Task to carry out: Go through the data line by line. Copy each one holding the string "links".

·····

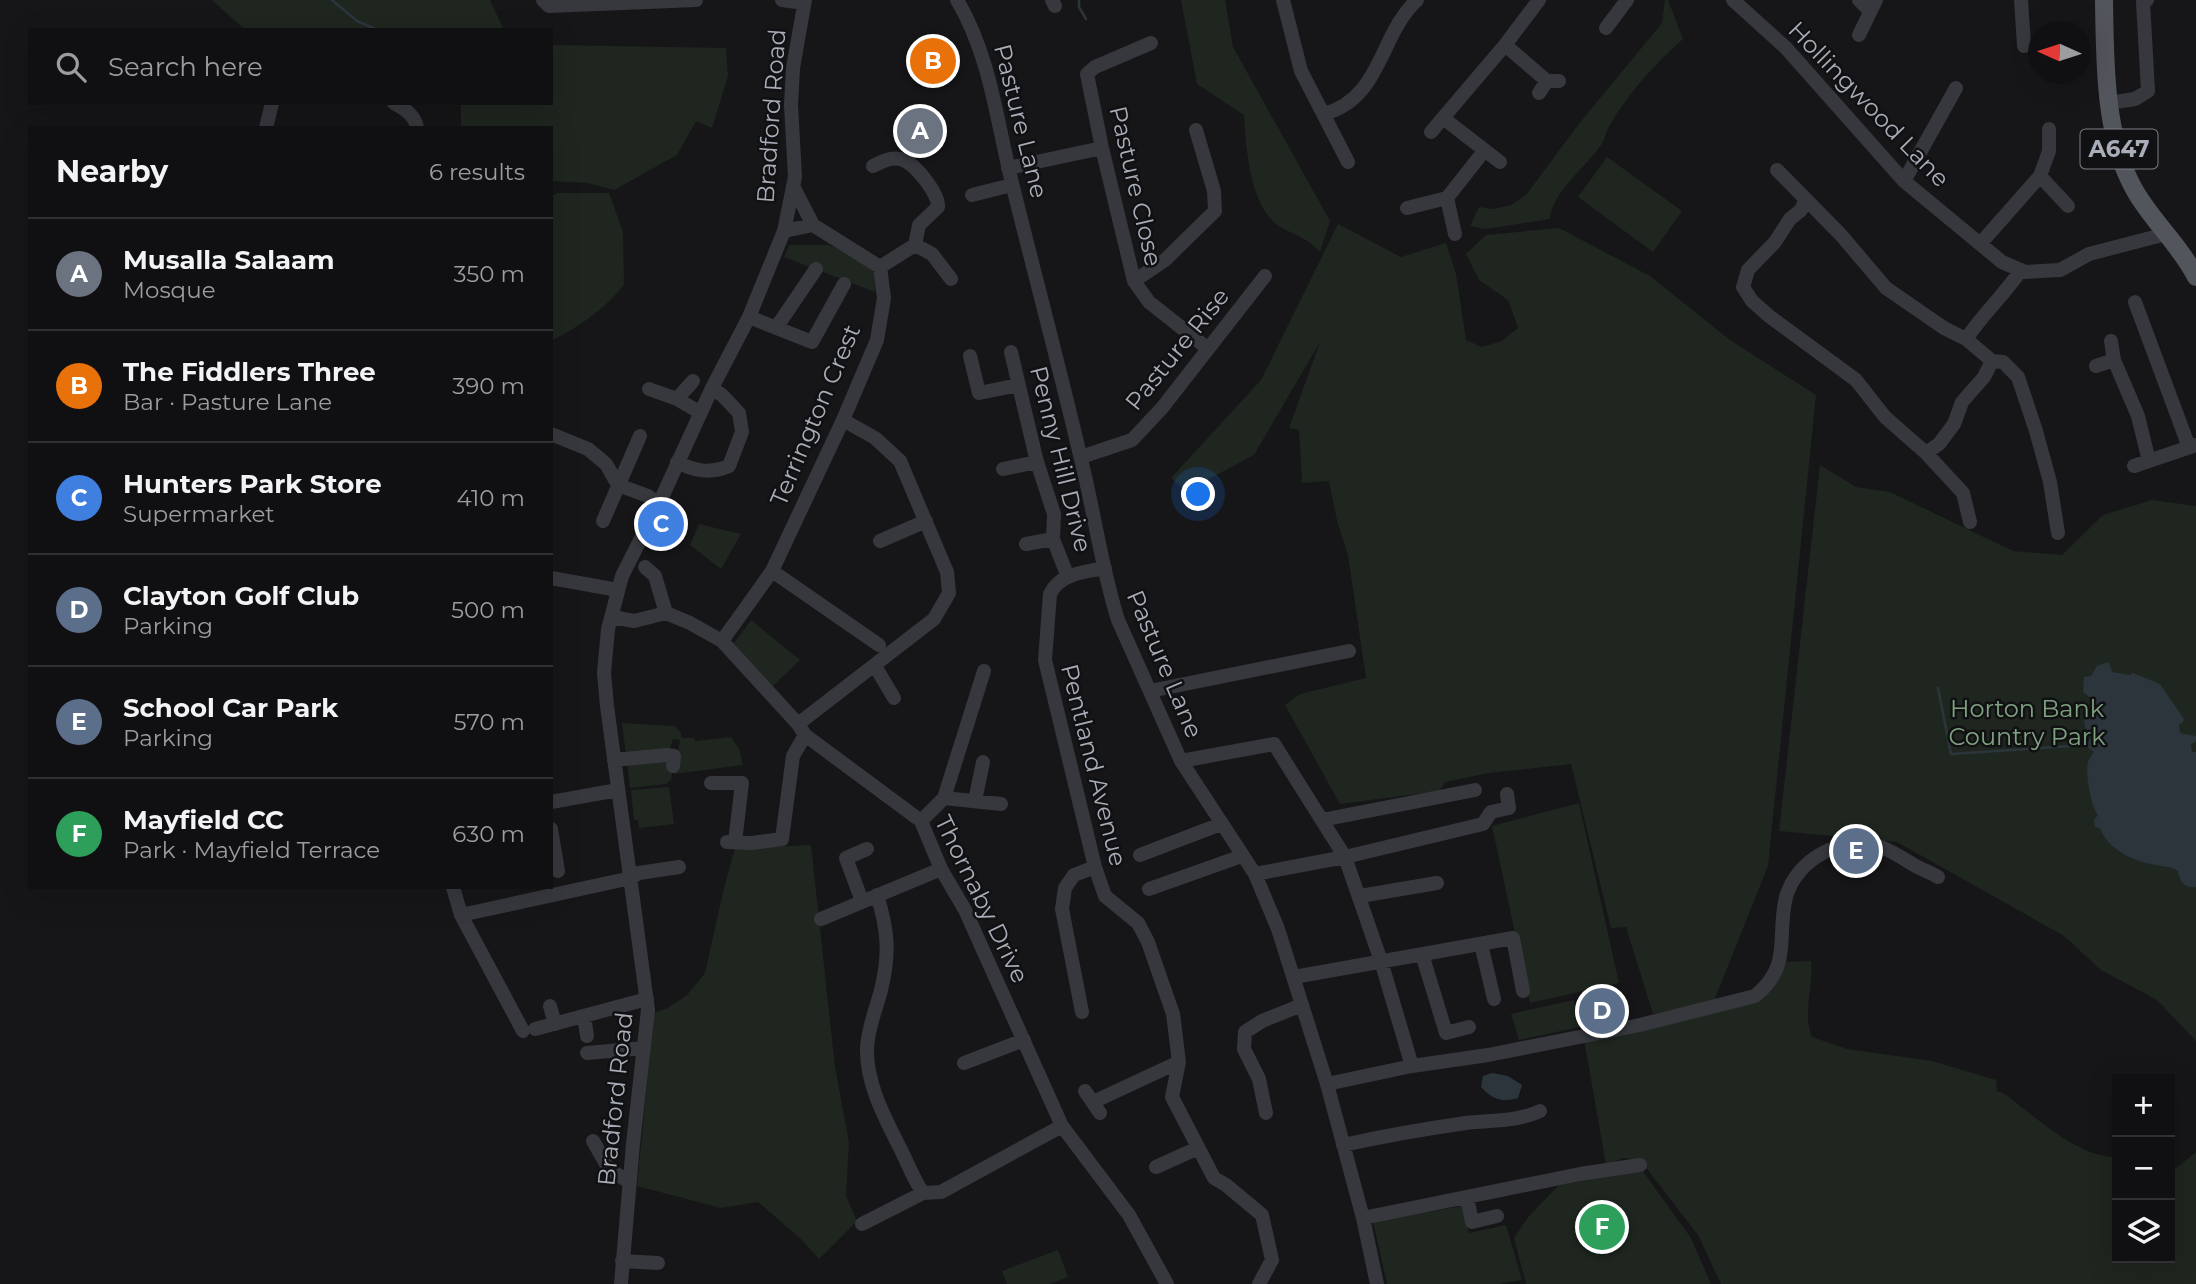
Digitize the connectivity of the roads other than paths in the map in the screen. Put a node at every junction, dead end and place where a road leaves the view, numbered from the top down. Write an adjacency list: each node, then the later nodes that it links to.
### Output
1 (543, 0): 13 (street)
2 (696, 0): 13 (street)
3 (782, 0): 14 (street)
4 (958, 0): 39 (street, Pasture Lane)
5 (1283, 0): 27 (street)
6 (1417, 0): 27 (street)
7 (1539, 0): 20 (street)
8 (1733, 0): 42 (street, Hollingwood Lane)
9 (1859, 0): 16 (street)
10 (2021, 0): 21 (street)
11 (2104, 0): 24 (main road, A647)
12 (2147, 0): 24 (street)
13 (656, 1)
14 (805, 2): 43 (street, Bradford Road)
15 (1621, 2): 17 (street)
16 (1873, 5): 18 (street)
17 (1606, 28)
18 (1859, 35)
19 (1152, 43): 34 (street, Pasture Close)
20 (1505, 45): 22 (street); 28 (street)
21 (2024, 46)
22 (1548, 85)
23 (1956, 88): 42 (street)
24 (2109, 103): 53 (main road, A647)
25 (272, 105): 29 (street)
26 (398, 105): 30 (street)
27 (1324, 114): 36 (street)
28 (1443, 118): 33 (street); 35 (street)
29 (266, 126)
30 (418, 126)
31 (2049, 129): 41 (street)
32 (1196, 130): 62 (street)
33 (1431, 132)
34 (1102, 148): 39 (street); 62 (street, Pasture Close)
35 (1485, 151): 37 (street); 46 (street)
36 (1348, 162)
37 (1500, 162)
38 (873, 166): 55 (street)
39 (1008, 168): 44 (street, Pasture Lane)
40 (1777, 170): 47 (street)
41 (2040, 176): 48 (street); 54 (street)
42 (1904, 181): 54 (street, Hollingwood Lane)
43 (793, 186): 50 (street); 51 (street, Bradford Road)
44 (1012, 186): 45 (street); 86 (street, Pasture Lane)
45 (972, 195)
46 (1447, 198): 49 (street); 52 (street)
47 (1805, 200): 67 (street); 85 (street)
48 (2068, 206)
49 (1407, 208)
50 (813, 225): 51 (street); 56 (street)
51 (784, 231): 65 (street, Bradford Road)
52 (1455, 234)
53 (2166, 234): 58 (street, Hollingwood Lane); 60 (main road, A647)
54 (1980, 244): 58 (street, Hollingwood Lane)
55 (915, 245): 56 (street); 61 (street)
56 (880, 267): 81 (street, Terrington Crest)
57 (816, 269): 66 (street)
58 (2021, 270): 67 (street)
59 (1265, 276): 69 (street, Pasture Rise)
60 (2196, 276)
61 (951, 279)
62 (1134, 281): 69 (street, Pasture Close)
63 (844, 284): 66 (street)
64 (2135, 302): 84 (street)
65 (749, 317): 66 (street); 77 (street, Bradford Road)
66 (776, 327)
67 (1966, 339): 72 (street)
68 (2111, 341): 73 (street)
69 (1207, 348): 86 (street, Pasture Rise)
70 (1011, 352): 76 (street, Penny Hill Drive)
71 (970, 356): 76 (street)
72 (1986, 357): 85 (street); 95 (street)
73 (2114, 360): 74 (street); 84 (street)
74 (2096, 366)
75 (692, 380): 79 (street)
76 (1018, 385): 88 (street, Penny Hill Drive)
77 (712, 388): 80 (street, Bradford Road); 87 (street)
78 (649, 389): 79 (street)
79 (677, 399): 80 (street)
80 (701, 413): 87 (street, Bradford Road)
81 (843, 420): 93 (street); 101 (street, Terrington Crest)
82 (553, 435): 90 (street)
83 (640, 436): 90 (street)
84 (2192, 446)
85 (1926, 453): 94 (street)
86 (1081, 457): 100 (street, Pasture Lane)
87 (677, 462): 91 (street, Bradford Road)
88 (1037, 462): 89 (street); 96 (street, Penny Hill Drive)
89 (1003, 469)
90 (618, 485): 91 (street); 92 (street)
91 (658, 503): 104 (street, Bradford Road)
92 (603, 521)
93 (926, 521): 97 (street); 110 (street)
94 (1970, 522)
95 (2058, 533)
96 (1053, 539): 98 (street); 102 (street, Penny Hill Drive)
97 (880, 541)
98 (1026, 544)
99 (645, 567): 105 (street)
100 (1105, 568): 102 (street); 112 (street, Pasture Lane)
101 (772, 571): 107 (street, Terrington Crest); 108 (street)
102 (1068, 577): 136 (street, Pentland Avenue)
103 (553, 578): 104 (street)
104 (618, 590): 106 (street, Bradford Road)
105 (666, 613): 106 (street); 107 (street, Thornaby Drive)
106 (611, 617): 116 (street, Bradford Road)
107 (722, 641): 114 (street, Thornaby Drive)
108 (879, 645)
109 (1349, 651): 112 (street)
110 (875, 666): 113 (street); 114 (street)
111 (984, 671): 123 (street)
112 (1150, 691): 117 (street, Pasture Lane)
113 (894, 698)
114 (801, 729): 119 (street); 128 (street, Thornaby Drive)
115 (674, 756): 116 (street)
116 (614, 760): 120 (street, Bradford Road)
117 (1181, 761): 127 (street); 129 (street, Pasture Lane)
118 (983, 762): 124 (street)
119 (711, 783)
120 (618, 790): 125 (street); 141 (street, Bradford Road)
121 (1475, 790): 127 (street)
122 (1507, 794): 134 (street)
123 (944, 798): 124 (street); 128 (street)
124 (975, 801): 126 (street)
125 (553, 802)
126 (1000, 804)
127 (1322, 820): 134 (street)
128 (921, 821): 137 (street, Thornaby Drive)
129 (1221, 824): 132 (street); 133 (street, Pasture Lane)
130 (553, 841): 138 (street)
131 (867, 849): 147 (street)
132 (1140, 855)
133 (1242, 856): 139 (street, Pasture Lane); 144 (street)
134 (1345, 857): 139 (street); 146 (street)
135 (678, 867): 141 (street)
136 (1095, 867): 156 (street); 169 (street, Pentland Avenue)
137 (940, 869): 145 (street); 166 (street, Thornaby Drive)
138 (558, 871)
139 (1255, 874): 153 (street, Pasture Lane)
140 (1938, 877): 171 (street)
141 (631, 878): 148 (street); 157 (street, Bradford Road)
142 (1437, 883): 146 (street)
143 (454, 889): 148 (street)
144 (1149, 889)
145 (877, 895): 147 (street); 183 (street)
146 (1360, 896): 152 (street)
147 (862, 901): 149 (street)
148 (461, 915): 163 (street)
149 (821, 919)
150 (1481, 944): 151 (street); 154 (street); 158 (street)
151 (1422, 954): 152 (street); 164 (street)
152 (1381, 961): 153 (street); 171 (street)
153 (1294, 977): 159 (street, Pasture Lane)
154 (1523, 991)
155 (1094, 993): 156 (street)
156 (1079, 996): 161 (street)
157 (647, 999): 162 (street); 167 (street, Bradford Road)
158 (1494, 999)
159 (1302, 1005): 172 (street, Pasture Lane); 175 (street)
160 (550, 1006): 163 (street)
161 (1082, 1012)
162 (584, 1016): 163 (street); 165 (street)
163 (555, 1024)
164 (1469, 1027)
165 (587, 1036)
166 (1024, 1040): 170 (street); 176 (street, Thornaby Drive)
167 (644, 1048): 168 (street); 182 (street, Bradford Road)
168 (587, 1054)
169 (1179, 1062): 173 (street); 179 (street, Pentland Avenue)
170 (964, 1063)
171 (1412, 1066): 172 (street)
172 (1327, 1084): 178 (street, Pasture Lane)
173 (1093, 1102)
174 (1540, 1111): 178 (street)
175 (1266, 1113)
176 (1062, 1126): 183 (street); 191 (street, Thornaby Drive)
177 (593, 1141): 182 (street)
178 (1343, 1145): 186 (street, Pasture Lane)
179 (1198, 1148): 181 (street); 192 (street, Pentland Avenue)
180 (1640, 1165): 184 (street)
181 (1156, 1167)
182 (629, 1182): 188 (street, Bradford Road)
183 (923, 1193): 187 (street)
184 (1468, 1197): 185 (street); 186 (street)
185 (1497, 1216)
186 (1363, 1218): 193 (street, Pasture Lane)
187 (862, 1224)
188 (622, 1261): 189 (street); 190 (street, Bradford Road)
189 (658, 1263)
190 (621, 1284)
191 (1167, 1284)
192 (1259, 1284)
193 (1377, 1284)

·····

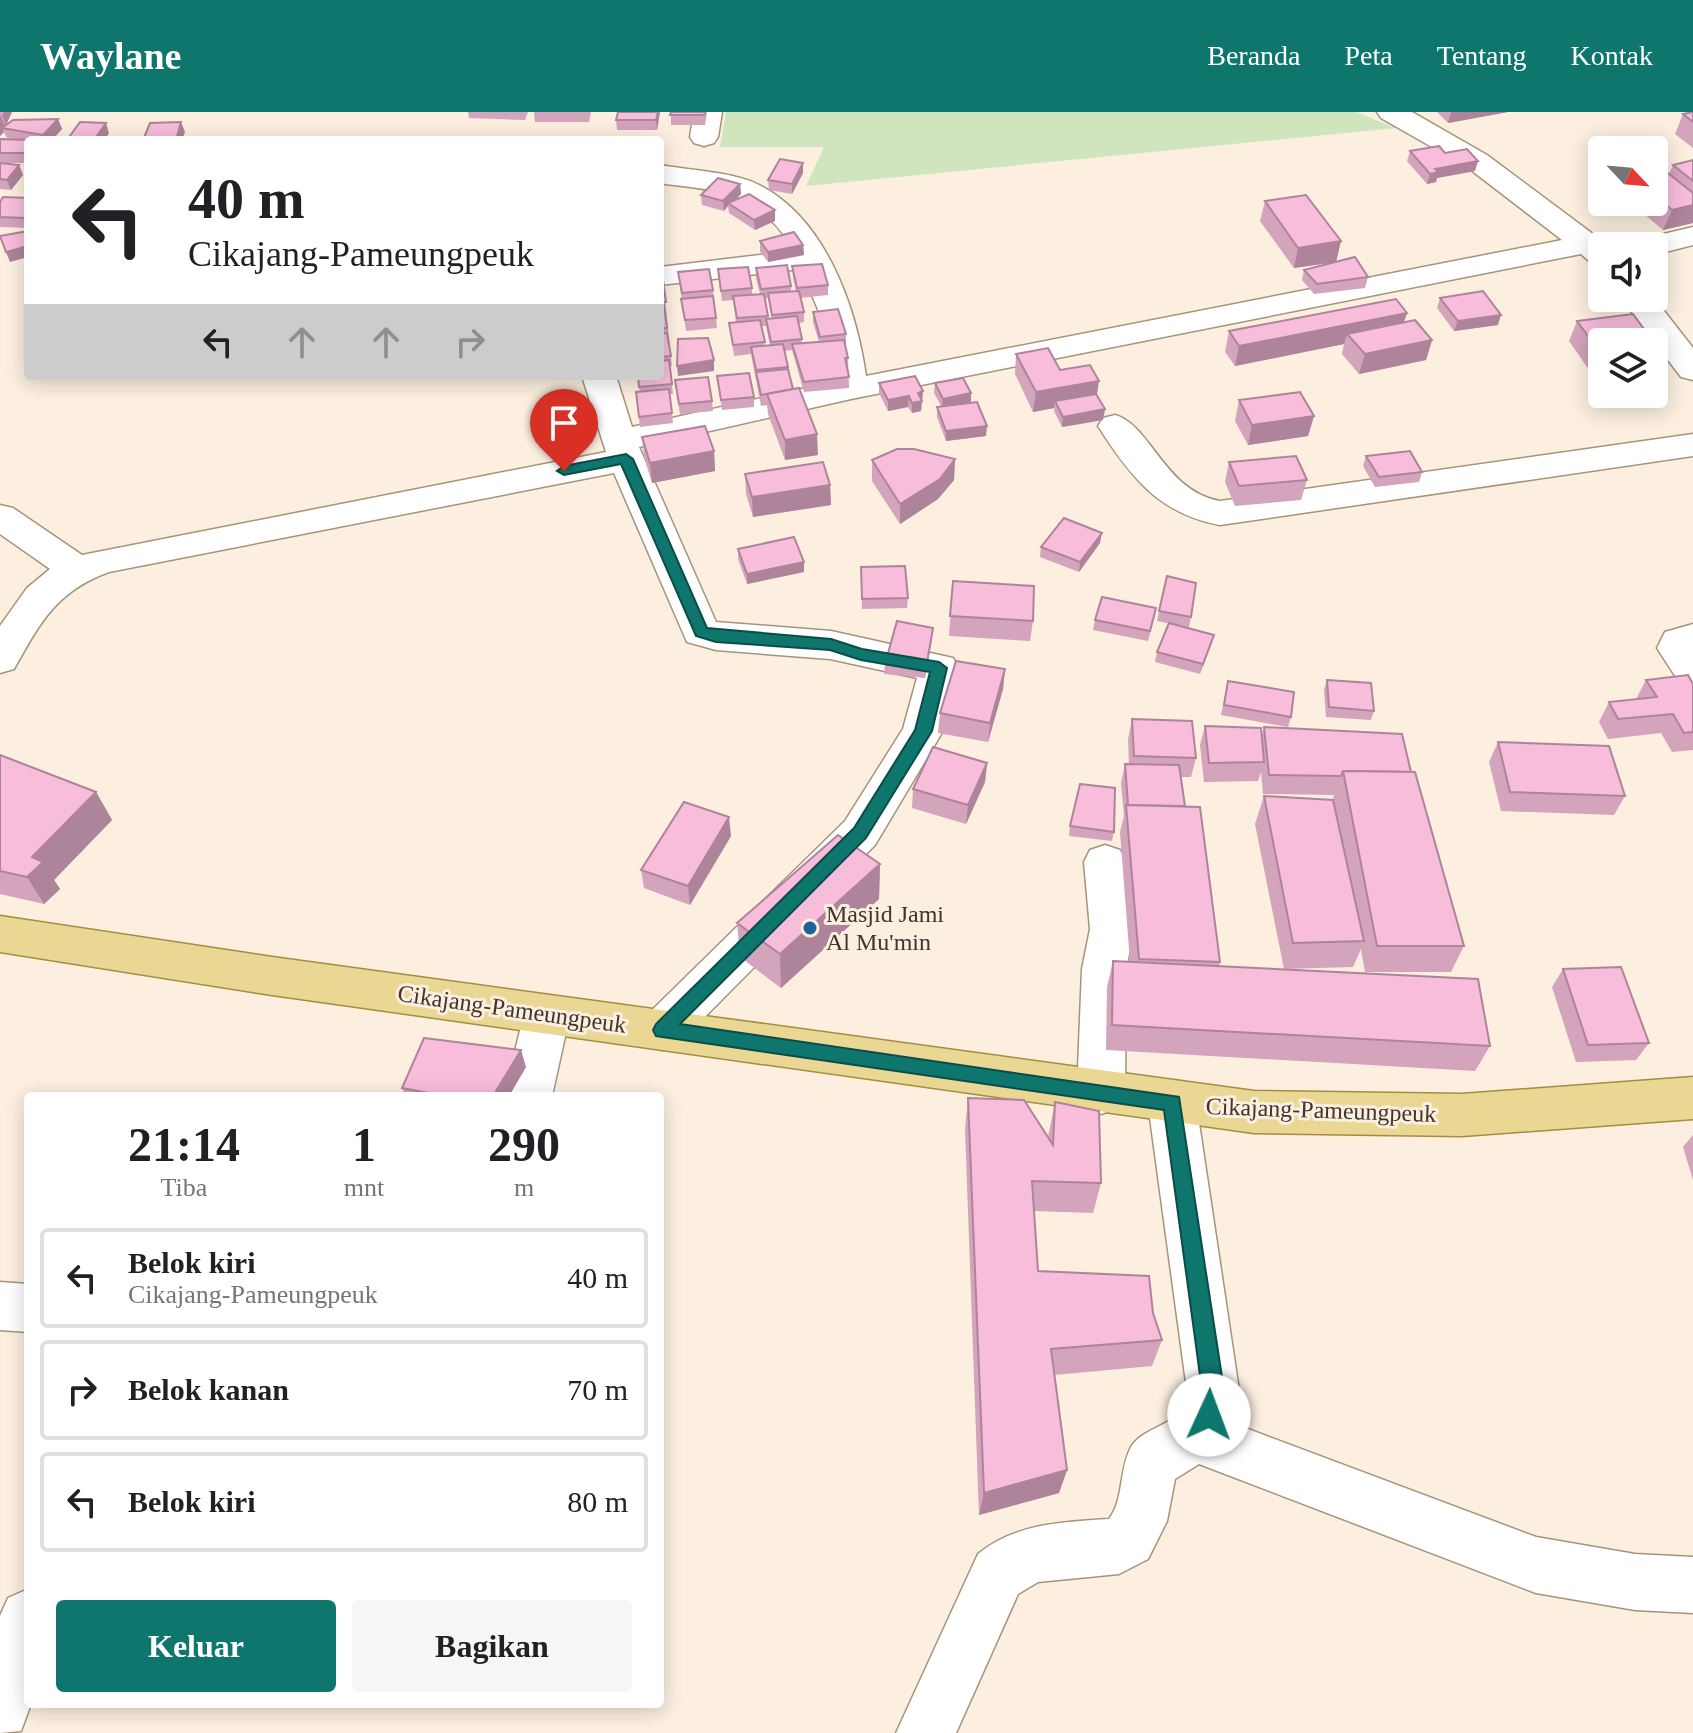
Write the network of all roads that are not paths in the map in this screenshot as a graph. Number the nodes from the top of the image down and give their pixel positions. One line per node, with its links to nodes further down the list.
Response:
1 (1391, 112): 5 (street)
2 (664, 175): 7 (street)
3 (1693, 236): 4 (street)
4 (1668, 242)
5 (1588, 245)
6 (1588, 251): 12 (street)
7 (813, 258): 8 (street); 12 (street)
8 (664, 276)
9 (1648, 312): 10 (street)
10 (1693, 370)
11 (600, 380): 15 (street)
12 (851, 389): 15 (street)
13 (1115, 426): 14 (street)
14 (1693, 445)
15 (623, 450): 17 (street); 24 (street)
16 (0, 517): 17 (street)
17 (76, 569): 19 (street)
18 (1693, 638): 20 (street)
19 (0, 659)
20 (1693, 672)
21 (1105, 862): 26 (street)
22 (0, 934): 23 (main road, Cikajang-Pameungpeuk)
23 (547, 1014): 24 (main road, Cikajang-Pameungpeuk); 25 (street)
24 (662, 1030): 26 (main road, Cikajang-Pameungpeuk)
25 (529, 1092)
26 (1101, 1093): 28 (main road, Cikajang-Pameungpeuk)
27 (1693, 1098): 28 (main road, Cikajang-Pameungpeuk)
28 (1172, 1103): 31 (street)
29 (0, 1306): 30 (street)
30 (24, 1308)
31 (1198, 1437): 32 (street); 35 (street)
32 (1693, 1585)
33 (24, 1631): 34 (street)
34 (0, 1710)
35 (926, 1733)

·····

Exercise result:
Digitize the connectivity of the roads other than paths in the map in the screen. Put a node at every junction, dead end and place where a road leaves the view, numbered from the top down. Write an adjacency list: each node, then the later nodes that it links to.
Write the network of all roads that are not paths in the map in this screenshot as a graph. Number the nodes from the top of the image down and give their pixel positions. One line per node, with its links to nodes further down the list.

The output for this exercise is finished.